One of the hardest things to do during any initial sales call or presentation is to create a memorable experience. Below are three things you can do to help ensure that you and your pitch will be remembered.
1. Remove prospects’ fears at the top of the conversation.
At the onset of any initial conversation with prospects, it's likely that the prospects are going to come in with their guard up. They’re going to be skeptical that the conversation will be worth their time and afraid of entering into an agreement that won’t be of optimal value.
One of the easiest ways to remove prospects’ fears at the top of a meeting is to be passionate—about their business.
Expressing passion is something that most people can’t fake well. The good news is that passion is contagious. Ask the prospects questions that will help you determine what they’re passionate about, and allow yourself to tap into the things that excite them about what they do. Then, refer to those things throughout the rest of your pitch.
Feeding off of prospects’ passions can help you tap into your own, determine the energy level you ought to maintain throughout your pitch, and accelerate the establishment of a genuine rapport. It’s also a great way to remove prospects’ doubts or concerns and make everyone feel comfortable.
2. Ask thoughtful questions throughout your pitch.
Salespeople tend to be trained to ask simple questions and make clear statements. They’re taught what to say about their company and its products and services and, hopefully, how to say it.
What most sales training programs neglect to do is to train salespeople to ask questions beyond those such as, “How often does your company replace its toner?” Questions like, “How often does your company replace its toner?” might be necessary, but they’re not the types of questions that generate real dialog; they’re questions that invite one-word responses and evoke tedium.
If you want you and your sales pitch to be memorable, the last thing you want to do is invite tedium into the room. Yikes! (Snore.)

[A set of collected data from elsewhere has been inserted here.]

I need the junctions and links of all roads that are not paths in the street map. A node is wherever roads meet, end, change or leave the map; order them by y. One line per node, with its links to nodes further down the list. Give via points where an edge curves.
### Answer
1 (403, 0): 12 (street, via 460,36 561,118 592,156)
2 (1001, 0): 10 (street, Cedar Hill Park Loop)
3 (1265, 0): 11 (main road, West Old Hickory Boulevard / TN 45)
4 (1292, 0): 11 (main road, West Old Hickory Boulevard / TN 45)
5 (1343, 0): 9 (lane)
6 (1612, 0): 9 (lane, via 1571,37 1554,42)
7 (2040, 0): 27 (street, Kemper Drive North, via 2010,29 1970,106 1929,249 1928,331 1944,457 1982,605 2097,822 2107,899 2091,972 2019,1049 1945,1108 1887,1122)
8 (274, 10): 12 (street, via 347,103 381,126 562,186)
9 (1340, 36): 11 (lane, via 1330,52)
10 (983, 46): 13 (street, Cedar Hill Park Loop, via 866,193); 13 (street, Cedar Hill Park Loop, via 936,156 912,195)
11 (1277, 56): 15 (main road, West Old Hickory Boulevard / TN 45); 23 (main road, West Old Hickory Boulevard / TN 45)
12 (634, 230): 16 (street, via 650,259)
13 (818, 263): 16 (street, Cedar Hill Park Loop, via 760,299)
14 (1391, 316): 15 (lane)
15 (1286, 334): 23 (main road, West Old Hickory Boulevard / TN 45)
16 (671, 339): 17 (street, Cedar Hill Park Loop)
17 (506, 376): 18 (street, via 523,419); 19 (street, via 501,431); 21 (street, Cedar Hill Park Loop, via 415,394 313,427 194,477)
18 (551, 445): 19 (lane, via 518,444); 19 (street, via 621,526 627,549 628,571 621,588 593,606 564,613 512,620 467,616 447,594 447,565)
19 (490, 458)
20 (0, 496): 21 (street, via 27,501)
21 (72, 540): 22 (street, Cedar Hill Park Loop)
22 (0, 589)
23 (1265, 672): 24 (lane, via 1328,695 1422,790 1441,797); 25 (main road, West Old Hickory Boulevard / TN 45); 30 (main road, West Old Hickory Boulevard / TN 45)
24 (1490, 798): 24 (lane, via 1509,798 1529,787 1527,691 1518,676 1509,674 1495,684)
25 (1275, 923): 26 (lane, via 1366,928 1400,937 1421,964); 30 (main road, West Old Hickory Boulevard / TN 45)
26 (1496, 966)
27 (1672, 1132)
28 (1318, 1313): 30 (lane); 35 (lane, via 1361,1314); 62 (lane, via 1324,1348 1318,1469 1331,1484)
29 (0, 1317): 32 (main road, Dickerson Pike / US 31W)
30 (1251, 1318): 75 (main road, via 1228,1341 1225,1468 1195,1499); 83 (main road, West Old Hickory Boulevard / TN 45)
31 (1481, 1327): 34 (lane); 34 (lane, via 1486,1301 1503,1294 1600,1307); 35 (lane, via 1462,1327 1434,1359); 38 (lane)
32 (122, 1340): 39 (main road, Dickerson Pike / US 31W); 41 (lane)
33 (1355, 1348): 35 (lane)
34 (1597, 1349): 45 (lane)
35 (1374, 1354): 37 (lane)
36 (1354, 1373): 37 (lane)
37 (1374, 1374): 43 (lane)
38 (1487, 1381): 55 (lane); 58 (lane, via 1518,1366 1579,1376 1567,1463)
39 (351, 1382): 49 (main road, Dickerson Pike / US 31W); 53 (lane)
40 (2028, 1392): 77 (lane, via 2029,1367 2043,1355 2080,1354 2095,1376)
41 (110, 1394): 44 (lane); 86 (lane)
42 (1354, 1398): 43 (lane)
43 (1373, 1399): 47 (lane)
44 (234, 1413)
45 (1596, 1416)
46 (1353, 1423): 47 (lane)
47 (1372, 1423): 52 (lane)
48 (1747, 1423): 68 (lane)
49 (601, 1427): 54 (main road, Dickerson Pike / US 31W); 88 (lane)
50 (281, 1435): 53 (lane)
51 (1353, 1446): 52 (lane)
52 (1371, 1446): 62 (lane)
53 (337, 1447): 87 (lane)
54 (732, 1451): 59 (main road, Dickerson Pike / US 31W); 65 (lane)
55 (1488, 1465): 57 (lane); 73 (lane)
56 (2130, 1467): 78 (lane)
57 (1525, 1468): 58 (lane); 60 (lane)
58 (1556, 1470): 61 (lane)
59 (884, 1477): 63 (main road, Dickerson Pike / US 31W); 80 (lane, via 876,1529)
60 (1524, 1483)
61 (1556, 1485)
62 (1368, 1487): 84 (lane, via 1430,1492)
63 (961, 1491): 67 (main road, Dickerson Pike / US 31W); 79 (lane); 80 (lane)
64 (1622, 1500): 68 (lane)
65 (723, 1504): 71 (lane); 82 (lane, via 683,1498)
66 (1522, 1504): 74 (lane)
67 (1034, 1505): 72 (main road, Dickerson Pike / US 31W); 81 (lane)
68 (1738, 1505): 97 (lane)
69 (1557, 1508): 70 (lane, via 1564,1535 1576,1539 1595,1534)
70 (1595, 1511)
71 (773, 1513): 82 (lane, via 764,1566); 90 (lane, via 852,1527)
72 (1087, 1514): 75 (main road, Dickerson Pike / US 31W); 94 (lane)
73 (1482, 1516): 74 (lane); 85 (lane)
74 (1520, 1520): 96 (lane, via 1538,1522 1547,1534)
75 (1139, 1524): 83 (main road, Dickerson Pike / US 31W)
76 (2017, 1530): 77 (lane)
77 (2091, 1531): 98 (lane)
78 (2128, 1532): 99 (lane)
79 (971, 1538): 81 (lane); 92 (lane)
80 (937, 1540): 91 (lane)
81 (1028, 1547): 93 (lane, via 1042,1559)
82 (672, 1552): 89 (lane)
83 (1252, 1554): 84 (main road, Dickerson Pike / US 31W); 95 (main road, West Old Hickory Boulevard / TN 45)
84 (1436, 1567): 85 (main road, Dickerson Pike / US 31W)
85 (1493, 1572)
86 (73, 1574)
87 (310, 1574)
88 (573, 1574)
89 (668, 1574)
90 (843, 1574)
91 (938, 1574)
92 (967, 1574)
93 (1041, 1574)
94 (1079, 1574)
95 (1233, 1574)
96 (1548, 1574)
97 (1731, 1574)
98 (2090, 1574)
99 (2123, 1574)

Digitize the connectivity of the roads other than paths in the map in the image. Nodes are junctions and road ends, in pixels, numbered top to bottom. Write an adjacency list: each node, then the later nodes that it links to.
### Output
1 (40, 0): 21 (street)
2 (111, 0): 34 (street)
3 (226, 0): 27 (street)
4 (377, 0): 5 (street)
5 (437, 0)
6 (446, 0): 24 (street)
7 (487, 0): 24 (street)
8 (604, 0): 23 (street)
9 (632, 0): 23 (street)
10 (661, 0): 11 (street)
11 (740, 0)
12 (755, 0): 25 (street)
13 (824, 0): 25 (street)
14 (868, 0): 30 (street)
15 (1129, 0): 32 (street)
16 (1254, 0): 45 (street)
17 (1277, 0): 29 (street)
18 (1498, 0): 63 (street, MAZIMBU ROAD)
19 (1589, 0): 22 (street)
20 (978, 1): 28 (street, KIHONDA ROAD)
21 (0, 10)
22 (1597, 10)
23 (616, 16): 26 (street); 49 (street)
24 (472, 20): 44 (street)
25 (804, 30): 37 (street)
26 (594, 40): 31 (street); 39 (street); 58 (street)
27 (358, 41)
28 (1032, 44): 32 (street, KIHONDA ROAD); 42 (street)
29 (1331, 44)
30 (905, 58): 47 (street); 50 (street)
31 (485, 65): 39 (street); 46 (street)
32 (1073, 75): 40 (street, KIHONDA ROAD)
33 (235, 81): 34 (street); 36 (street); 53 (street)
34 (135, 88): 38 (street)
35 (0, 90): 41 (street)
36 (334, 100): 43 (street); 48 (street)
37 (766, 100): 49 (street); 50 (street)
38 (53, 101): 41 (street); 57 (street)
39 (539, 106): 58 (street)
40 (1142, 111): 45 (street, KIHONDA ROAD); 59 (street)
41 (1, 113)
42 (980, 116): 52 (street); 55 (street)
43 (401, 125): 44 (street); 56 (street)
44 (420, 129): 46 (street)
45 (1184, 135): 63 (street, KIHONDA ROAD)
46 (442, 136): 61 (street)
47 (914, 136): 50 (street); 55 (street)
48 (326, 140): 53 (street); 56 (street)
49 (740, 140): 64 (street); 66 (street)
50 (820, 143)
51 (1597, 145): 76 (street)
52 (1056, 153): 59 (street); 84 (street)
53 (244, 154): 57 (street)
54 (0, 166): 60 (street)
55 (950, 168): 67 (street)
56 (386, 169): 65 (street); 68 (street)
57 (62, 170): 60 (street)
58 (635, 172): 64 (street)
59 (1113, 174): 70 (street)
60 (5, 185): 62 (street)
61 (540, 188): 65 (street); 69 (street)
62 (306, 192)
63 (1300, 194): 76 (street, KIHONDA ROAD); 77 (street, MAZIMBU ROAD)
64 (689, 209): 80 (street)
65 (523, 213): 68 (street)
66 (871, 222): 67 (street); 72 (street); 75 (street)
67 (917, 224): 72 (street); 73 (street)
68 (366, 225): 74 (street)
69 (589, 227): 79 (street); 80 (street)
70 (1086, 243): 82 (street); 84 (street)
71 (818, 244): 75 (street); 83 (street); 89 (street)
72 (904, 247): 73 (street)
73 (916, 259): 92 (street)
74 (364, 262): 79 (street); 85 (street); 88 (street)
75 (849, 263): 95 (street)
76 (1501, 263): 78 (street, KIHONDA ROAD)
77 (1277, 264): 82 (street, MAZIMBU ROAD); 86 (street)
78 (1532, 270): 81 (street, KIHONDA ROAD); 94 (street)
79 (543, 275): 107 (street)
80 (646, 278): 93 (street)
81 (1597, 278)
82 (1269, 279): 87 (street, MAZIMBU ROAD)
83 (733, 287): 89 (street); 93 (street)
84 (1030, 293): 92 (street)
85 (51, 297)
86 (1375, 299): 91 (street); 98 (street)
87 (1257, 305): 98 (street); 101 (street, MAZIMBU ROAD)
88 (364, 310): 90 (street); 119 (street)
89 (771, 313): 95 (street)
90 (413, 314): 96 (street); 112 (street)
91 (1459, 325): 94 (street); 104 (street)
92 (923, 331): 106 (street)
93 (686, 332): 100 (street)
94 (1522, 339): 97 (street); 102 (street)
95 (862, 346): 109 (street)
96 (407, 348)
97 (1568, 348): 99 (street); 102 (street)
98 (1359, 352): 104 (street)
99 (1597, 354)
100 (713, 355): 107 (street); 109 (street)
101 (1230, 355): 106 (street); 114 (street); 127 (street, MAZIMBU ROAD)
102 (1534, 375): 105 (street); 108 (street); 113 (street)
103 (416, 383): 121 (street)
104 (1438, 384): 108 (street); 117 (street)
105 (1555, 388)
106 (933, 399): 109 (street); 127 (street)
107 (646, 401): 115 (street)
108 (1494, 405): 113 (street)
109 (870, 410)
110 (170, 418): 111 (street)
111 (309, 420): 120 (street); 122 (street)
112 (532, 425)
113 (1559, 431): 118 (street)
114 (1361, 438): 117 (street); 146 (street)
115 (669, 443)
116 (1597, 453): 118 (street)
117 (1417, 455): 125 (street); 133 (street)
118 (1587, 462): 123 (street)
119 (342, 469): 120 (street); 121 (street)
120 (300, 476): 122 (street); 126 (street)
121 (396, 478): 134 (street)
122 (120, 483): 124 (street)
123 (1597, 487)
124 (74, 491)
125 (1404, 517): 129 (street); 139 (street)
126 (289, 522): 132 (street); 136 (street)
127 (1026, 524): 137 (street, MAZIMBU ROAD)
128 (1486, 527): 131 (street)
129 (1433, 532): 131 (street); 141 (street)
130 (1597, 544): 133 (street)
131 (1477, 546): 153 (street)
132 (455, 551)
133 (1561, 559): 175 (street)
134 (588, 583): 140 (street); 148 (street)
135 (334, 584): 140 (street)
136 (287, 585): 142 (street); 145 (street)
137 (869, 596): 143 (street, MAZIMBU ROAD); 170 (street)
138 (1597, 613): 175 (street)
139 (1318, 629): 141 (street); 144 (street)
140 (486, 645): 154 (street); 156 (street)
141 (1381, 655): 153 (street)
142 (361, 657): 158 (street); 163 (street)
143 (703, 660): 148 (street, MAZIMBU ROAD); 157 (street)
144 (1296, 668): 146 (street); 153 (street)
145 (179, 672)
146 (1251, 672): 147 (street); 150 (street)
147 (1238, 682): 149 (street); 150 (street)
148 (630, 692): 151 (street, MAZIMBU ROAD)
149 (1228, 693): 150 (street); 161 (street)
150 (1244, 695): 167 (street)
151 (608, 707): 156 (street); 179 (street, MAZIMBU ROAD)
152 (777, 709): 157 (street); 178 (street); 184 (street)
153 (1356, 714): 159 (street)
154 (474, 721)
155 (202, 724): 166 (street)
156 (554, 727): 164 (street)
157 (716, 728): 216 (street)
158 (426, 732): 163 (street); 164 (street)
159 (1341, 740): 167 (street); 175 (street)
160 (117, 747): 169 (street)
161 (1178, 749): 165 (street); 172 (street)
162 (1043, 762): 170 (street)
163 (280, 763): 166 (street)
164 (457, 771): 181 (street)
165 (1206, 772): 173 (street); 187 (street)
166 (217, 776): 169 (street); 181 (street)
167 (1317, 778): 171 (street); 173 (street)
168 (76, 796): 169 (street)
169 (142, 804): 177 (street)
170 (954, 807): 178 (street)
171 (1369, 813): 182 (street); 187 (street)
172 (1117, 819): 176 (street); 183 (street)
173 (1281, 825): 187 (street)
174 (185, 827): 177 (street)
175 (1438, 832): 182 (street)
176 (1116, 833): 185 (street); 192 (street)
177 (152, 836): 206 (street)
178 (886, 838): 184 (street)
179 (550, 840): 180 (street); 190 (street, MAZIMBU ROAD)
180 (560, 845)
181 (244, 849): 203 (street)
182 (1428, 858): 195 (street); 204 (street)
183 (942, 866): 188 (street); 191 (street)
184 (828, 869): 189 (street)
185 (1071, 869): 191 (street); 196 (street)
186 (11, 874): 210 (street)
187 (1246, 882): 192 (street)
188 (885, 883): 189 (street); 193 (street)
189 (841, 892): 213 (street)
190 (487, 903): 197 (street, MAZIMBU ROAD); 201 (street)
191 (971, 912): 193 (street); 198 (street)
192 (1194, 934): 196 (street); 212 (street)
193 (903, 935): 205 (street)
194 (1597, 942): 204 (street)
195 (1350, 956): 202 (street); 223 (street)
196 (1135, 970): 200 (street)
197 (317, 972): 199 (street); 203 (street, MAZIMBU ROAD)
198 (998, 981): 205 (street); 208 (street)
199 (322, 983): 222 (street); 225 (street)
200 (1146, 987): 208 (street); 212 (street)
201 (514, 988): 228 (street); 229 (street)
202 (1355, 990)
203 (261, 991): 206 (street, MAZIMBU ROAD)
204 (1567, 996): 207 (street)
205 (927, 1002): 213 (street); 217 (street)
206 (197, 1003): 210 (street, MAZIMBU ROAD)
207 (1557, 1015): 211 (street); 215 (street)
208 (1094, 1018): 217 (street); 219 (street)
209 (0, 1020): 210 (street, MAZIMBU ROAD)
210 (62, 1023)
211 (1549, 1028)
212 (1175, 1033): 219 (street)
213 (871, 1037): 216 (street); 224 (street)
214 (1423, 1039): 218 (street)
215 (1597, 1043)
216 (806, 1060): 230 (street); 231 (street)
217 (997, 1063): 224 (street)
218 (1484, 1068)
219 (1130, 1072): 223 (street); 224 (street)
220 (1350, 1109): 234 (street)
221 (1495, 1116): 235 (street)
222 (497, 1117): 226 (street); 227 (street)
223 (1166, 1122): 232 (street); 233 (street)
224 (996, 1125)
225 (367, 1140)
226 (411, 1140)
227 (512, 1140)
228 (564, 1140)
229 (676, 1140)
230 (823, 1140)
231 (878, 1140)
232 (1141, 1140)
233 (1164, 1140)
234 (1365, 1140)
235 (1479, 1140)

Instead of asking, “How often does your company replace its toner?” ask a more powerful question, such as, “What is it about sourcing, receiving or recycling your toner, however many times you do it in a week or a month, that most concerns you?” In the latter question, you’re not only giving prospects more to think about, which helps create a more memorable experience and further real dialog, but giving yourself an opportunity to obtain important information without inspiring snores from your audience.
3. Make prospects uncomfortable—in a good way.
At the onset of your conversation, you sought to make the prospects feel comfortable. Towards the end of your pitch, you need to make them feel uncomfortable—in a good way.
Present them with scenarios that depict what might happen if they don’t take advantage of what you’re offering. How much money could they potentially stand to lose? How might productivity levels suffer? How might operations be disrupted? Provide examples of how you’ve helped other clients prevent losses.
Prospects are inclined to remember the things that scare them, so don't hesitate to scare them just a little bit at the end of your presentation. Often, the point at which prospects become more afraid of missing out on the opportunities you’re presenting than of taking a chance on you is the point at which you win the sale.